Un vecino destacó la atención y el profesionalismo del equipo del Hospital Municipal Dr. Alberto Castro tras una emergencia.

Al personal del Hospital Municipal Dr. Alberto Castro, Ciudad de Tornquist:

El 14 de Febrero pasado, me trasladé al Hospital Municipal Dr. Alberto T. Castro, de la Ciudad de 

Tornquist, como consecuencia de haber sufrido un fuerte golpe en mi cabeza, realizando tareas domésticas. Dado que soy residente en Sierra de la Ventana, y, ante la falta de un tomógrafo en el Hospital local, fui derivado a dicho Hospital.

Una vez allí, luego de tomar mis datos personales, rápidamente fui trasladado a una sala para realizarme la Tomografía Computada, con la finalidad de constatar la existencia, o no, de un hematoma intracraneal, constituyendo ello, como es lógico imaginar, una emergencia médica potencialmente mortal.

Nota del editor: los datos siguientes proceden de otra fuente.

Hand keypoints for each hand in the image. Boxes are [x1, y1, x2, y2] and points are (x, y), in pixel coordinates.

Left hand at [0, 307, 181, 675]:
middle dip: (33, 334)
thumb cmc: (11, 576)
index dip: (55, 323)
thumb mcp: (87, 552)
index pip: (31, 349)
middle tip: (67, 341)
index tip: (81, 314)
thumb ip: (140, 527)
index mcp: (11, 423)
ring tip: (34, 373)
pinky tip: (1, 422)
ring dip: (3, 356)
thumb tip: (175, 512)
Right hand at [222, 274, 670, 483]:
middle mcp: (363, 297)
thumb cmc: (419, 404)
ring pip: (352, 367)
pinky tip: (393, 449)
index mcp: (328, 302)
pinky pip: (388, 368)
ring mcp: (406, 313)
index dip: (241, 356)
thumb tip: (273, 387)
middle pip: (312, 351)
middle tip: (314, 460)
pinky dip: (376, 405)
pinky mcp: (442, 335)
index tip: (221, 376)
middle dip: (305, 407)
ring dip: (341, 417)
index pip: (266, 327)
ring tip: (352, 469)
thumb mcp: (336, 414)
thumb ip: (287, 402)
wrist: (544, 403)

Concluída la Tomografía, me solicitaron que aguarde en la sala de espera, y, al cabo de quince minutos, me enviaron a mi whatsapp, las imágenes del mencionado estudio en un breve video. En paralelo, el estudio médico le fue remitido al Dr. Layza, quien en ese preciso momento estaba realizando una sutura a un paciente que había ingresado por guardia, por una emergencia.

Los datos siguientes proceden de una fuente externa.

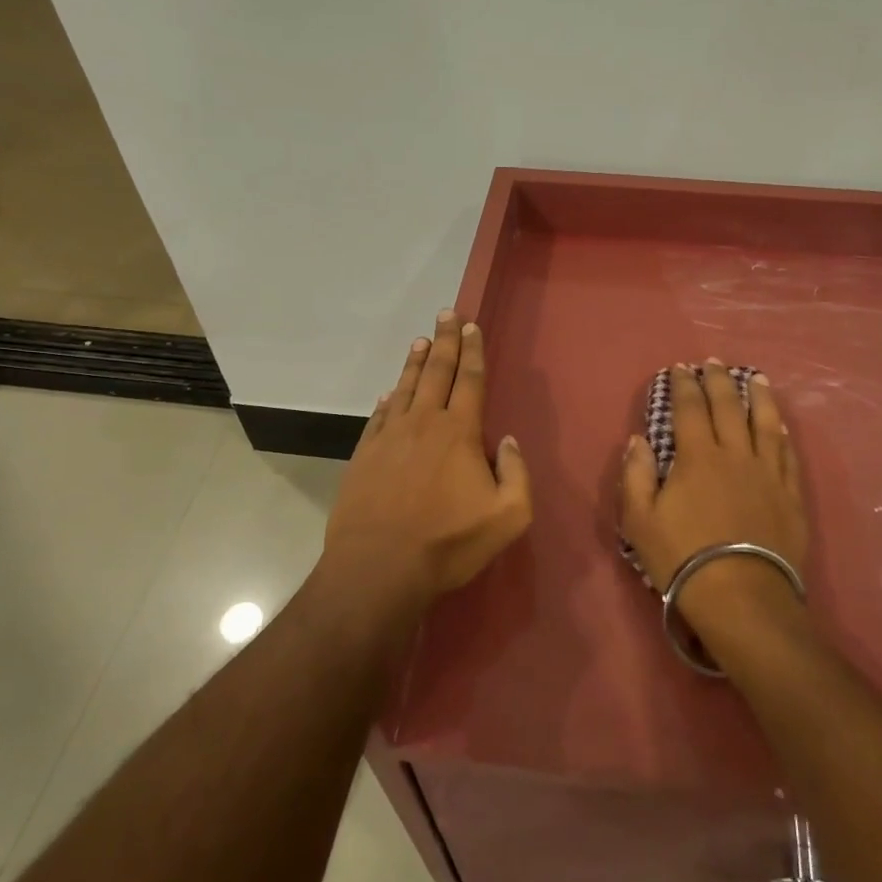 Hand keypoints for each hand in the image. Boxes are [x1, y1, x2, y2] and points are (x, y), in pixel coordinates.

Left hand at [319, 310, 532, 617]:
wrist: (379, 568)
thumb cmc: (449, 543)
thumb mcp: (507, 516)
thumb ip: (516, 474)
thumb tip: (508, 441)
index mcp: (459, 433)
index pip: (470, 380)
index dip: (472, 351)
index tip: (471, 326)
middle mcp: (423, 423)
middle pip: (436, 372)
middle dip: (445, 342)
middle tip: (446, 314)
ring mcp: (389, 437)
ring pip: (404, 388)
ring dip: (415, 362)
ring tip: (420, 340)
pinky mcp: (364, 455)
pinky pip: (378, 417)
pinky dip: (387, 400)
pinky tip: (388, 393)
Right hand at [620, 361, 808, 640]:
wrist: (742, 596)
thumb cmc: (683, 558)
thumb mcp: (640, 520)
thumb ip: (636, 475)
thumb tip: (638, 440)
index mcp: (697, 457)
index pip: (689, 408)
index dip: (683, 386)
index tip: (679, 368)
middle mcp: (736, 454)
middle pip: (728, 407)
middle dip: (718, 380)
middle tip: (713, 362)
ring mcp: (768, 473)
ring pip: (765, 423)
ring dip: (758, 396)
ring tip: (756, 377)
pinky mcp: (790, 495)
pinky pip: (788, 453)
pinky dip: (782, 433)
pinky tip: (780, 423)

Transcurridos aproximadamente cuarenta minutos, fui atendido por el Dr. Layza, quien me atendió muy amablemente y, habiendo observado las imágenes de la tomografía, me informó que no existía lesión alguna; en otras palabras, me informó que no existían secuelas derivadas del golpe que había sufrido.

Una vez más en mi vida, Dios estuvo de mi lado y me siento agradecido con él.

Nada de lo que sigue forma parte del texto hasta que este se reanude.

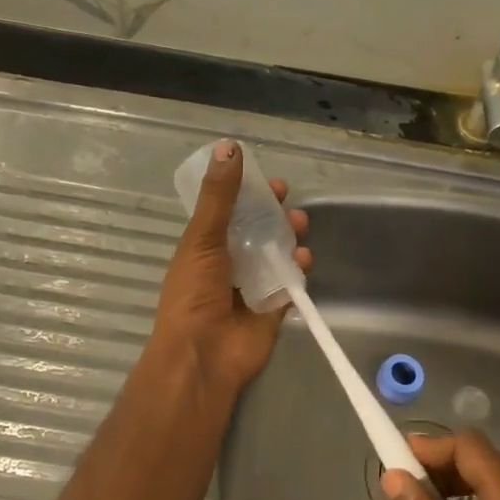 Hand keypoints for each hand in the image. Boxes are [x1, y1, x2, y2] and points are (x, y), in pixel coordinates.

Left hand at [151, 139, 309, 395]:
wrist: (203, 353)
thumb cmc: (195, 292)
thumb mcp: (202, 237)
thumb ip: (219, 195)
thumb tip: (228, 146)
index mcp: (205, 247)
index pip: (231, 213)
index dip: (250, 197)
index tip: (271, 184)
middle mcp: (228, 265)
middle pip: (258, 233)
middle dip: (276, 217)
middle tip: (290, 207)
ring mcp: (252, 288)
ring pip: (277, 255)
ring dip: (290, 239)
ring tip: (299, 230)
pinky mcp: (273, 309)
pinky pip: (291, 284)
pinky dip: (300, 270)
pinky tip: (304, 259)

Pero siento también un deber moral poner de relieve y expresar mi agradecimiento con todo el personal del Hospital de Tornquist, desde la persona que me tomó los datos a mi ingreso, la profesional que me realizó el estudio, como así también al Dr. Layza, quien, a pesar de haber estado realizando una sutura de urgencia, me ha tratado con toda amabilidad y empatía, detalles éstos que no siempre he tenido a lo largo de mi vida en otros Hospitales de la Ciudad de Buenos Aires, mi ciudad natal.

Es preciso señalar que, jamás fui dejado solo o abandonado en alguna sala, por el contrario, en todo momento me indicaron los pasos a seguir y permanecieron atentos a mis movimientos. Todos alguna vez sentimos esa intranquilidad que se adueña de nosotros en circunstancias como la descripta.

Y no solo eso, quiero destacar también, el orden y la limpieza del Hospital, los pasillos, los baños y la sala de espera. Todo ello redunda, sin lugar a dudas, en un orgullo para el Municipio y para sus habitantes, entre los cuales hoy formo parte.

Así como nos quejamos cuando las cosas no funcionan como deben, es necesario poner de relieve este tipo de hechos que nos da la certeza que nuestra salud está en buenas manos.
Gracias nuevamente a todo el personal del Hospital de Tornquist como así también a las autoridades municipales que hacen que esto sea posible.